After the December 2007 election, machete-wielding youths blocked roads and looted trucks they had hijacked. They burnt tyres to cut the road from the port and uprooted railway lines, strangling trade to Uganda, Rwanda and Burundi for weeks.
Odinga is back in the race for the presidency, and has a narrow lead over Deputy Prime Minister Uhuru Kenyatta, according to opinion polls, raising the spectre of a close vote and a possible dispute over the result.
Kenya, Uganda and Tanzania all suffered inflationary pressures in 2008 due to the impact of the post-election crisis that damaged regional growth.
This pushed Uganda’s headline inflation rate to over 10 percent in January 2008, while the country’s revenue body reported daily revenue losses of up to $600,000.
Burundi’s top hard currency earners coffee and tea were also hit hard - the tiny landlocked country transports over 80 percent of its produce through Kenya.
“Our tea stocks in Bujumbura expired for consumption because we could not export or send it to Mombasa,” said Jacques Bigirimana, commercial director at state-run tea board.
Banks and importers have been taking defensive positions by buying dollars in Kenya and Uganda, traders said.
The Uganda shilling hit a 14-month low against the dollar on Jan. 4 due to aid cuts by at least five western countries, including Uganda’s biggest bilateral donor Britain, after officials in the prime minister’s office were accused of embezzlement, and jitters over election violence in Kenya.
The Kenyan shilling has also taken a knock from the cautious importers stockpiling dollars, and is down 1.7 percent so far this year, despite the central bank selling dollars to shore up the local currency.
“If chaos breaks out in Kenya again, both the currencies will come under serious pressure due to investor flight,” said Ignatius Chicha, head of markets at Citibank in Nairobi.
To mitigate against disruption of the supply of goods, the company operating Kenya’s railway system has bolted down the railway track to prevent any chance that it may be damaged.
Opposition supporters in Nairobi’s Kibera slums, one of Africa’s largest urban settlements, manually uprooted miles of railway tracks in protest at what they said was a stolen vote, preventing the cargo from reaching Uganda.
“There is a learning curve from what happen in 2008,” said Karim Sadek, the managing director of Egypt’s Citadel Capital, owner of a Kenyan company that manages its railway line.
“God forbid, if anything happens, we will of course have contingencies.
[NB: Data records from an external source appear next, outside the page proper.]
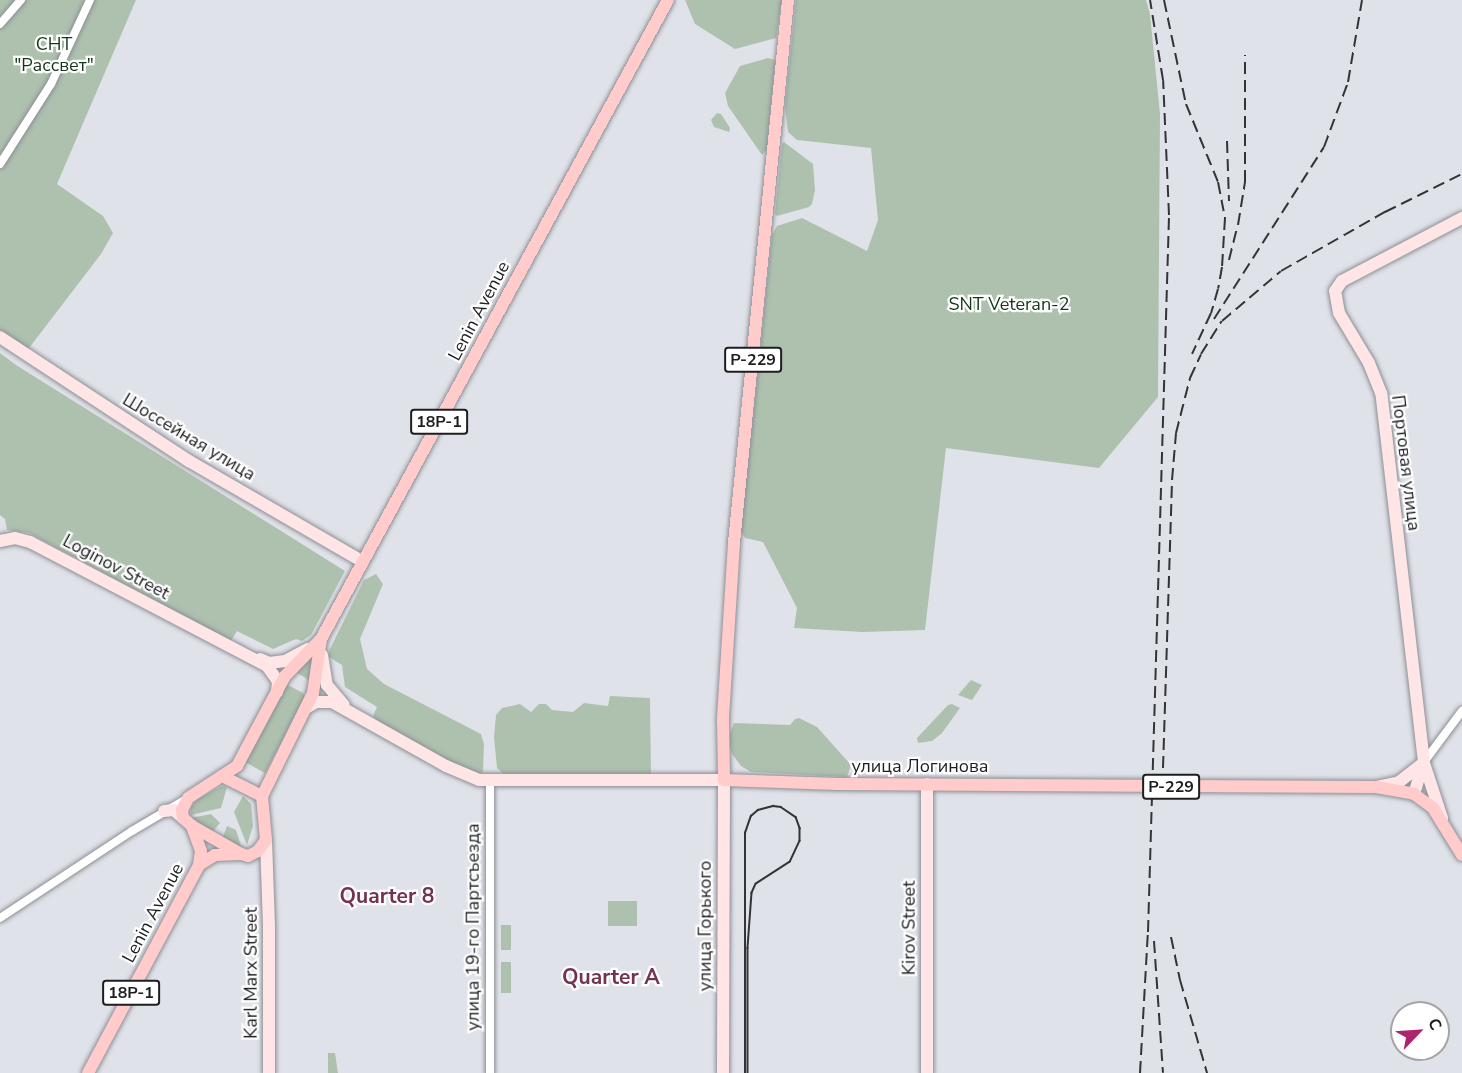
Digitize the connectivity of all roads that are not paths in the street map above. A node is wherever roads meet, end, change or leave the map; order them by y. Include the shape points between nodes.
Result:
1 (21, 0) edge
2 (90, 0) edge
3 (668, 0) edge
4 (788, 0) edge
5 (0, 24) edge
6 (0, 164) edge
7 (1462, 218) edge
8 (0, 337) edge
9 (0, 541) edge
10 (363, 562) junction
11 (321, 639) junction
12 (239, 652) junction
13 (277, 692) junction
14 (306, 708) junction
15 (1462, 711) edge
16 (362, 718) junction
17 (1424, 762) junction
18 (222, 776) junction
19 (490, 780) junction
20 (724, 780) junction
21 (927, 784) junction
22 (1376, 787) junction
23 (1414, 794) junction
24 (262, 796) junction
25 (188, 798) junction
26 (164, 811) junction
27 (187, 822) junction
28 (1444, 822) junction
29 (266, 840) junction
30 (241, 854) junction
31 (1462, 855) edge
32 (199, 865) junction
33 (267, 874) junction
34 (0, 918) edge
35 (88, 1073) edge
36 (269, 1073) edge
37 (490, 1073) edge
38 (723, 1073) edge
39 (927, 1073) edge

1 - 5 street
2 - 6 street via 51,84
3 - 10 main road, Lenin Avenue / 18Р-1
4 - 20 main road, Р-229 via 734,543 723,720
7 - 17 street, Портовая улица via 1342,281 1334,299 1381,393
8 - 10 street, Шоссейная улица via 189,460
9 - 12 street, Loginov Street via 15,538 30,542
10 - 11 main road, Lenin Avenue / 18Р-1
11 - 12 street via 285,661 269,663
11 - 13 main road, Lenin Avenue / 18Р-1 via 285,676
11 - 14 main road, Lenin Avenue / 18Р-1 via 313,693
11 - 16 street via 322,669 330,689
12 - 13 street via 267,666 278,681
13 - 18 main road, Lenin Avenue / 18Р-1 via 237,766
14 - 16 street via 316,702 332,702
14 - 24 main road, Lenin Avenue / 18Р-1
15 - 17 street
16 - 19 street, улица Логинова via 446,766 479,780
17 - 22 street via 1399,782
17 - 23 street, Портовая улица
17 - 28 street
18 - 24 main road
18 - 25 main road
19 - 20 street, улица Логинова
19 - 37 street, улица 19-го Партсъезда
20 - 21 main road, улица Логинова / Р-229
20 - 38 street, улица Горького
21 - 22 main road, улица Логинова / Р-229
21 - 39 street, Kirov Street
22 - 23 main road, улица Логинова / Р-229
23 - 28 main road, улица Логинова / Р-229
24 - 29 main road
25 - 26 street
25 - 27 main road via 182,810
26 - 27 street via 174,810
26 - 34 street
27 - 30 main road
27 - 32 main road, Lenin Avenue via 201,851
28 - 31 main road, улица Логинова / Р-229
29 - 30 main road via 258,851
29 - 33 street, Karl Marx Street
30 - 32 main road, Lenin Avenue via 215,855
30 - 33 street via 260,864
32 - 35 main road, Lenin Avenue / 18Р-1
33 - 36 street, Karl Marx Street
I won’t be sitting here, saying it won’t affect the business, it will affect the business, seriously,” he said.
“In the flash areas where violence happened last time, we’ve welded the rail. So 10 km of rail is a heavy proposition to lift,” he said.
Companies with a regional presence also said they would take steps to prevent being caught unawares again.
The Ugandan unit of Shell is building large reservoirs of fuel as a back up at Jinja, east on the capital Kampala on the shore of Lake Victoria.
“... We’re building up some reserves on our own and some other oil companies are doing the same, and that collective effort gives a good back up,” Ivan Kyayonka, Shell Uganda’s country manager said.
Abid Alam, managing director of one of Uganda’s biggest constructions firms, the Alam Group, said his firm had bought huge stocks of raw materials to prepare for any disruptions.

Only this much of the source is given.